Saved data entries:
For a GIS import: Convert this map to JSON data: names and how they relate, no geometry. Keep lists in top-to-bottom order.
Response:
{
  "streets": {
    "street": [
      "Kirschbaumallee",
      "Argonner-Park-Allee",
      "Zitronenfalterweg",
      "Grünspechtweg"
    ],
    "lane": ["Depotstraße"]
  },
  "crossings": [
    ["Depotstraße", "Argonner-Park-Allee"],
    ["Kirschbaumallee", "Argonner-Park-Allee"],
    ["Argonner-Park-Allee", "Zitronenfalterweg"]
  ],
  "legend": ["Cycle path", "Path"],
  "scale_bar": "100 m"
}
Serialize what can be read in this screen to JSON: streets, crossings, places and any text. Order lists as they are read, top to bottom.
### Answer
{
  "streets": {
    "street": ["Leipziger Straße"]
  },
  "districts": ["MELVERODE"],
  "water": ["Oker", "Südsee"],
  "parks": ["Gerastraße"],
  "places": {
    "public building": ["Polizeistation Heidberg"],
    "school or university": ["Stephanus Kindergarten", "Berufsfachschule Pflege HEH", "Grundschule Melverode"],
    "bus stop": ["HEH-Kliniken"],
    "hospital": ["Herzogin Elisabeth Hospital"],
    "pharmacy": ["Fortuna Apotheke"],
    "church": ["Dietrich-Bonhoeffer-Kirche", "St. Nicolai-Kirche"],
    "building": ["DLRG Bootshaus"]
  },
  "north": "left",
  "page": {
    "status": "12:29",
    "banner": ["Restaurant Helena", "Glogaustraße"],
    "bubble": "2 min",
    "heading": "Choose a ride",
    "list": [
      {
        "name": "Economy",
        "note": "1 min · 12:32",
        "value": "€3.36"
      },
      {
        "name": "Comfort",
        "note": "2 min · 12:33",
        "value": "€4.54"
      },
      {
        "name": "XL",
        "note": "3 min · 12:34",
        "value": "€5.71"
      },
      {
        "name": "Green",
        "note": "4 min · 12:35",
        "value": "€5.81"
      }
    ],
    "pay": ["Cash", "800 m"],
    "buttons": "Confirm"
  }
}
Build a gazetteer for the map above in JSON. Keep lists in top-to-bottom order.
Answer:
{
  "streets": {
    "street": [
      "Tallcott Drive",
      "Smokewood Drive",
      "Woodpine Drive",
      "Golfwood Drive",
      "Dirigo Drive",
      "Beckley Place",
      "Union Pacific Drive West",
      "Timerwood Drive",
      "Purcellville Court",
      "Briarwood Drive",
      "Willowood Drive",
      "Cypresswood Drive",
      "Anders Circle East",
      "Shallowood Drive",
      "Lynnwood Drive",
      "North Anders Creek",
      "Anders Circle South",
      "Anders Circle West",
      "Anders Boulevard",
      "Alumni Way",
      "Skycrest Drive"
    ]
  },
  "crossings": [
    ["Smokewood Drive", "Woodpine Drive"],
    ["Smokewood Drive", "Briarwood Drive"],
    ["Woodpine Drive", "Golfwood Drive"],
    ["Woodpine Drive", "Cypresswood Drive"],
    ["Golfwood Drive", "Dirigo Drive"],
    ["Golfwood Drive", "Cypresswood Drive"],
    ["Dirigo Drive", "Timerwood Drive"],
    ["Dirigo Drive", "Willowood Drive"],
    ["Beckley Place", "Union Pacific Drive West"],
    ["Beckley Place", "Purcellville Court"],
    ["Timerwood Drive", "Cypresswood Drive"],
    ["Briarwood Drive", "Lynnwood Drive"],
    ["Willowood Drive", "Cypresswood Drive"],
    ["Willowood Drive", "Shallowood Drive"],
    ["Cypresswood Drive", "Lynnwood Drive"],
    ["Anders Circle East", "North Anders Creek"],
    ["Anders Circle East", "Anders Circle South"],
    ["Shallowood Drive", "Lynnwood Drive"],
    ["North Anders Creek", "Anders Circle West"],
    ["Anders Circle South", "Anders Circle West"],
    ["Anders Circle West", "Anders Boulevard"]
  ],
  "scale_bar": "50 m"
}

**TASK**
Go line by line through the records and copy those that contain the word "value".

**WRITTEN ANSWER**
        "value": "€3.36"
        "value": "€4.54"
        "value": "€5.71"
        "value": "€5.81"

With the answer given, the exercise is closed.